Sentinel lymph node biopsy in cervical cancer
Cervical cancer is the commonest gynecological cancer
of the developing countries & like vulvar cancer lymph node
metastasis is the most important factor for recurrence and mortality. A
number of studies have been carried out in an attempt to investigate the
usefulness of SLN biopsy in cervical cancer. Pooled sensitivity of 80%
with methylene blue and up to 92% with Tc-99 has been reported in
literature. Detection rate of up to 97% has been found with combined
methods [11,12].
A study by Roca et al has shown very high negative predictive of
sentinel lymph node biopsy in early stage cervical cancer & strongly
recommend the incorporation of this simple technique in the routine
clinical use [13].
Some authors has advocated the usefulness of this technique in only
cervical tumors of less than 2 cm with common histological subtypes [14,15].
Sentinel lymph node mapping in selective group of patients combined
with accurate intra operative histological assessment could reduce
surgical related morbidity in patients of early stage cervical cancer [16-18].

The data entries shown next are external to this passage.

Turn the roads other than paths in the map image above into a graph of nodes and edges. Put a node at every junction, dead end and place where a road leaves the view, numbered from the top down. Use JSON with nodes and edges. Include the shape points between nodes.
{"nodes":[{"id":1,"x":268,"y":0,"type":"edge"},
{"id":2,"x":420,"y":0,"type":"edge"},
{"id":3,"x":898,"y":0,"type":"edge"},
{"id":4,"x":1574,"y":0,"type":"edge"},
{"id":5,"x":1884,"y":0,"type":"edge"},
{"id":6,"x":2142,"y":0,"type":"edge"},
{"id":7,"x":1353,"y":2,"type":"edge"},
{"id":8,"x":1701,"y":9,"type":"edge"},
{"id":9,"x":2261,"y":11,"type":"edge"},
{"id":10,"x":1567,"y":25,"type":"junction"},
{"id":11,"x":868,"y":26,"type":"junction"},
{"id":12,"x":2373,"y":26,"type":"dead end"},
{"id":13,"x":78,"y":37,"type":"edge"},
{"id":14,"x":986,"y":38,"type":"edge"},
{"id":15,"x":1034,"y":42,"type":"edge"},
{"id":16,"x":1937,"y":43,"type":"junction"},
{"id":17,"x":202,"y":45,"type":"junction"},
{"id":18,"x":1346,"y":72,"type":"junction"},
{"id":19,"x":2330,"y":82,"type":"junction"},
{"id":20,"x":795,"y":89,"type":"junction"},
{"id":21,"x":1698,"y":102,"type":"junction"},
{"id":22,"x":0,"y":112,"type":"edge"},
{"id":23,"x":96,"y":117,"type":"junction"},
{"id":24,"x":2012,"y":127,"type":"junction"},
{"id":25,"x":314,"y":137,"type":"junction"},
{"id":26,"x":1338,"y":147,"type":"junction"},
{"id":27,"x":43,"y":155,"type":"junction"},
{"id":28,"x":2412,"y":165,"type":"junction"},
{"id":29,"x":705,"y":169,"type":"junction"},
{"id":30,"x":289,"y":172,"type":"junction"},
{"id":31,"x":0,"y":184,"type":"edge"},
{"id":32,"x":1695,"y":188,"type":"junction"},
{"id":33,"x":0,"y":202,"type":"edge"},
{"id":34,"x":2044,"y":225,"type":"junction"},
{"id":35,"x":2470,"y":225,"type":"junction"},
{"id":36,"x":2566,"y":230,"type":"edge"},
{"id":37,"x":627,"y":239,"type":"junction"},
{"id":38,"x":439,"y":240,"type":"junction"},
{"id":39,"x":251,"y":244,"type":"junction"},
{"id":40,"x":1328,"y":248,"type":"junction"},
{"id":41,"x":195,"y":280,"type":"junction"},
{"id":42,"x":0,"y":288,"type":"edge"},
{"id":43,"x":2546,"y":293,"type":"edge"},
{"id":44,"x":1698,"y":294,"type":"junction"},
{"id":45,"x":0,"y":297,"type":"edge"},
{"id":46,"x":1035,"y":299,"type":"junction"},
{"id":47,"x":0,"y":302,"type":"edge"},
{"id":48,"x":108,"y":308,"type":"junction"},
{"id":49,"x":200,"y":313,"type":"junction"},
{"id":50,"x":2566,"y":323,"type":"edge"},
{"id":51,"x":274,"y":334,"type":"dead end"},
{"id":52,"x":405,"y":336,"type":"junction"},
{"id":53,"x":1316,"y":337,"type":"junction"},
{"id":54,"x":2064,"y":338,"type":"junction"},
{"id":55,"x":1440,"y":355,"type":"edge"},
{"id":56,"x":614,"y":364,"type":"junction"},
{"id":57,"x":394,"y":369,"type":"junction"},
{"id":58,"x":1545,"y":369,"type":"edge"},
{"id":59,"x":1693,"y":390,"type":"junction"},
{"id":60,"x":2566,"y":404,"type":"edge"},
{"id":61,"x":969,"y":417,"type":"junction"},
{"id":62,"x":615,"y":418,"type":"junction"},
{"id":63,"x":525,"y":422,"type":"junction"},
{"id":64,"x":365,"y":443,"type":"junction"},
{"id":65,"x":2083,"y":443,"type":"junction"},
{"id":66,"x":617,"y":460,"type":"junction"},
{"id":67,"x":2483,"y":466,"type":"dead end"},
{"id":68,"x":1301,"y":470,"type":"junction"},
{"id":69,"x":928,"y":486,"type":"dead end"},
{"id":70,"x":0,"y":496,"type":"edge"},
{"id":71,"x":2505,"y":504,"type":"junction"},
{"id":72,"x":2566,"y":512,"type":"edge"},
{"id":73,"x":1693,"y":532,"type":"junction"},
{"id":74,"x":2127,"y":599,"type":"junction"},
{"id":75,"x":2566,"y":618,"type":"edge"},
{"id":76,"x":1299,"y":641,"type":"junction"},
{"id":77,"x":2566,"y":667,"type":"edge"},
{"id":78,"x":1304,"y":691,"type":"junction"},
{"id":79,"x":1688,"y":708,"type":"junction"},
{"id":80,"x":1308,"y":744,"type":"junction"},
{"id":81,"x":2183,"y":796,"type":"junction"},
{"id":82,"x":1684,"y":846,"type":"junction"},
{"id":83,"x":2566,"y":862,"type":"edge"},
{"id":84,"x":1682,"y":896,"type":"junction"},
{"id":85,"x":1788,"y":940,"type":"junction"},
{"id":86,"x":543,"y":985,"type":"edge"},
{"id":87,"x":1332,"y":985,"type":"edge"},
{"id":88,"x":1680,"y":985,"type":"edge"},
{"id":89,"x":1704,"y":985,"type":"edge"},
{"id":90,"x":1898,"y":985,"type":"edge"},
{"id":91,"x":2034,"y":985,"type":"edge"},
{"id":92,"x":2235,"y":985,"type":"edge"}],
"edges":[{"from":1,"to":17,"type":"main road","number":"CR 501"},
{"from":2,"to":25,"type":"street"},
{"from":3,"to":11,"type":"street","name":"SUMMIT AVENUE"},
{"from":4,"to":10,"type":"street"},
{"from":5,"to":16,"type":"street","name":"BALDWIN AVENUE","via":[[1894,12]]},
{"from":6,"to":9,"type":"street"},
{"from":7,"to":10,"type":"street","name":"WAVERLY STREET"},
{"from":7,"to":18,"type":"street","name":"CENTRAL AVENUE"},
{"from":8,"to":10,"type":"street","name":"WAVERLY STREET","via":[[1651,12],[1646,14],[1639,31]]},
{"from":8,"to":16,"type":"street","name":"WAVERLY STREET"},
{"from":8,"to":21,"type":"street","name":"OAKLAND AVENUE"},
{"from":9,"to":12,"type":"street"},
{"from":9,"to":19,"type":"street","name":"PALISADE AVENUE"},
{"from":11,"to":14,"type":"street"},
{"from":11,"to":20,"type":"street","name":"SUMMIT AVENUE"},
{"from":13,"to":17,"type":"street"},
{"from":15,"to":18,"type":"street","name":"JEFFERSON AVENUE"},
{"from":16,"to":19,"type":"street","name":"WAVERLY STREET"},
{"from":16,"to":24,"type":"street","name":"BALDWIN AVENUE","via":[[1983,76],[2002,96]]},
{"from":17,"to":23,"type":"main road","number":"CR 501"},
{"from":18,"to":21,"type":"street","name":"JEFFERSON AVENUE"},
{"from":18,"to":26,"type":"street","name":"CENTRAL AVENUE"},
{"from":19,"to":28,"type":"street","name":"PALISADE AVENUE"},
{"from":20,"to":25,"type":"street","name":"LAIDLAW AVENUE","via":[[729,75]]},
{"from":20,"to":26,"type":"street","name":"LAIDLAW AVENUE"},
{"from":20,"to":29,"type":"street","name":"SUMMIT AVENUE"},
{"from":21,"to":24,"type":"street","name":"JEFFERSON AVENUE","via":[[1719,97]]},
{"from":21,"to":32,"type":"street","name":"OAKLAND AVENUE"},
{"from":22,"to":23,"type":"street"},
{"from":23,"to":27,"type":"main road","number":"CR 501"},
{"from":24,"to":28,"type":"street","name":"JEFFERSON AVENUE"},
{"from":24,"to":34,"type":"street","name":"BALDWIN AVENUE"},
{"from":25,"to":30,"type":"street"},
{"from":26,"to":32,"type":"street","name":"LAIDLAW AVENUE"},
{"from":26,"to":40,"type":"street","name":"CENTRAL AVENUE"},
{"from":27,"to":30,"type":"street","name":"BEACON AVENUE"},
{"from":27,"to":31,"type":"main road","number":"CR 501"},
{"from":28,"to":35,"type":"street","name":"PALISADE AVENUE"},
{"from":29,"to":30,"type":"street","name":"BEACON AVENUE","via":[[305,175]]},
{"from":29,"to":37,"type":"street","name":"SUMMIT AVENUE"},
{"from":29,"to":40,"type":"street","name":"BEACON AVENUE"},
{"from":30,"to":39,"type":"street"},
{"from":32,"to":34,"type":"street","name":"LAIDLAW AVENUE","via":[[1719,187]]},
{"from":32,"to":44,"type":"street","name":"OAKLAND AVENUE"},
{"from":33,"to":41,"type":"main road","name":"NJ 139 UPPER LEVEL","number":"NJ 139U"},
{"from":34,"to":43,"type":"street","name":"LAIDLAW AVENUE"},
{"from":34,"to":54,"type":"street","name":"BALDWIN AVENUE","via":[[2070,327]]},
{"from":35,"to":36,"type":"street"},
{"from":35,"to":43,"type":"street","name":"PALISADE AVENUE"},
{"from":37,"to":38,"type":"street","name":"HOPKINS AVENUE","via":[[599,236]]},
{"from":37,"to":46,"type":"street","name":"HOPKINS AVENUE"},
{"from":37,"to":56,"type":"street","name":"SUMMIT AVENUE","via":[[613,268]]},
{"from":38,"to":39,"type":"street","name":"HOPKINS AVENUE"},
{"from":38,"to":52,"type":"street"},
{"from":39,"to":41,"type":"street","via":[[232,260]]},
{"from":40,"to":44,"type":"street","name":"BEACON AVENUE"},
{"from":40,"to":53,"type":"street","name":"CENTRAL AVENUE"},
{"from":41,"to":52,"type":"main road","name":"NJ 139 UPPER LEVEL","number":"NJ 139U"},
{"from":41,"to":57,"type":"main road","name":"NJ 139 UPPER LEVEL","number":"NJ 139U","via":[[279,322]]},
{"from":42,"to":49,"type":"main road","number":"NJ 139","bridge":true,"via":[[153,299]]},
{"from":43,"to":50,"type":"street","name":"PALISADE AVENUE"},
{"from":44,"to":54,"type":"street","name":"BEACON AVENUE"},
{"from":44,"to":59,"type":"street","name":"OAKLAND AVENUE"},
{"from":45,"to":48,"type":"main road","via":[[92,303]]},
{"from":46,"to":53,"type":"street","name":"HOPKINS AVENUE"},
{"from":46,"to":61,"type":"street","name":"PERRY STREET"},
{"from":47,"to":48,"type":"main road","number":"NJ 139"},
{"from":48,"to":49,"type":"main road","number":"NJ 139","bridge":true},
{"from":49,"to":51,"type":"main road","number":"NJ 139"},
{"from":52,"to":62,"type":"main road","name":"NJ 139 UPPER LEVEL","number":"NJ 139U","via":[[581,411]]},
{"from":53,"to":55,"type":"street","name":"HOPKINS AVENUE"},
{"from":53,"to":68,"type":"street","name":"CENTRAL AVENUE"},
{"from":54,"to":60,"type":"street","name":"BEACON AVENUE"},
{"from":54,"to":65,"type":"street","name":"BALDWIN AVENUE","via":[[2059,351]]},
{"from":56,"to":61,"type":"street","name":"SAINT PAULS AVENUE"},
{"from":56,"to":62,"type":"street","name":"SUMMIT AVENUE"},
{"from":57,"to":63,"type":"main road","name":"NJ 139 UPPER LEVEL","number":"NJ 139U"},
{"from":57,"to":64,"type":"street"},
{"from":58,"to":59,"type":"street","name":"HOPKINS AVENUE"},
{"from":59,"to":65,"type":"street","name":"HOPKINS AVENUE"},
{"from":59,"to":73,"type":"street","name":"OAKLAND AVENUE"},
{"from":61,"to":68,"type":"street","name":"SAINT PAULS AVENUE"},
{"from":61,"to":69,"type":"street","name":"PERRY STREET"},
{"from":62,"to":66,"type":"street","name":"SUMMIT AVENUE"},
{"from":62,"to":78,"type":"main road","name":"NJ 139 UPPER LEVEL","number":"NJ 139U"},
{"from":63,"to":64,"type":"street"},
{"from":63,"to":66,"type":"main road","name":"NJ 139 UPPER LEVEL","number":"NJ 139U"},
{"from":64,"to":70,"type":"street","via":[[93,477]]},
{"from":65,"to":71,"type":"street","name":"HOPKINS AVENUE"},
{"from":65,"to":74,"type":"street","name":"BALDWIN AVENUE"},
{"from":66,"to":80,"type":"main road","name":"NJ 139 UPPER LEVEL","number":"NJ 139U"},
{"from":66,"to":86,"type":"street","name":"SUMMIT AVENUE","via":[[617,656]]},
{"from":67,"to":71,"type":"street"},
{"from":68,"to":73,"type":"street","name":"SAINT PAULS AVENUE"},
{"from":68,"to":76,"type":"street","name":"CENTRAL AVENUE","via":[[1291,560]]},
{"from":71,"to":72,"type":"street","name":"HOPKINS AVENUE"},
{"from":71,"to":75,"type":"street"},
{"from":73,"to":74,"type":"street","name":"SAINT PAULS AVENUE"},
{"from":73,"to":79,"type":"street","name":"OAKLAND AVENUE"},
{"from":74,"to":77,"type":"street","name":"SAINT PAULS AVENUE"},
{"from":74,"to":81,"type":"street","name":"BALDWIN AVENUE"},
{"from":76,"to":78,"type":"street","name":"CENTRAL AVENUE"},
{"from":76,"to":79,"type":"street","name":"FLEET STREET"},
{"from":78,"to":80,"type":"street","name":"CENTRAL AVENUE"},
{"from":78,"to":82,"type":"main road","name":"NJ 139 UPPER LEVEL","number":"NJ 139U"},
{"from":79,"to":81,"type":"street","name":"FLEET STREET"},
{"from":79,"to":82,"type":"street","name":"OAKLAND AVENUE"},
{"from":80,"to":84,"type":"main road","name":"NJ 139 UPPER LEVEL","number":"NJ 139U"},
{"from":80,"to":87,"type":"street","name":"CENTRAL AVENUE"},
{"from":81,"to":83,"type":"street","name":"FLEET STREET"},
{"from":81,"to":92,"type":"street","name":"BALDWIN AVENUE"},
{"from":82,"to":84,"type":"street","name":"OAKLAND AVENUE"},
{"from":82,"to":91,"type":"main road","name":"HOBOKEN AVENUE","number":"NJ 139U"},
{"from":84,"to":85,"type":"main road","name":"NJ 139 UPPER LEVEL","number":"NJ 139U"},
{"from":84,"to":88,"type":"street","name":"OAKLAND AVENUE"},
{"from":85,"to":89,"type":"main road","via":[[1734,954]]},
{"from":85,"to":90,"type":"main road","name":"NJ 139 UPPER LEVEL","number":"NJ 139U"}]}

Sentinel lymph node biopsy in endometrial cancer
Increased rate of complications because of extensive
lymph node dissection to stage patient's disease inendometrial cancer
has led to concept of sentinel lymph node mapping. Out of described
mapping techniques, hysteroscopic injection has shown good results in
endometrial cancers. Because of technique difficulties to assess the
injection area due to the complexity of lymphatic drainage in
endometrial cancer limited studies of sentinel lymph node mapping are
available.
Conclusion
No doubt, over a period of few years multiple studies
on sentinel lymph node mapping has shown promising results, still there
are few aspects that needs to be emphasized .Incorporation of new
technical modalities to improve detection rate, ultra staging along with
immunohistochemistry of sentinel nodes and innovative management
approaches need to be developed .Furthermore prospective multicentric
studies are required to validate the place of sentinel lymph node
mapping in management of gynecological cancers.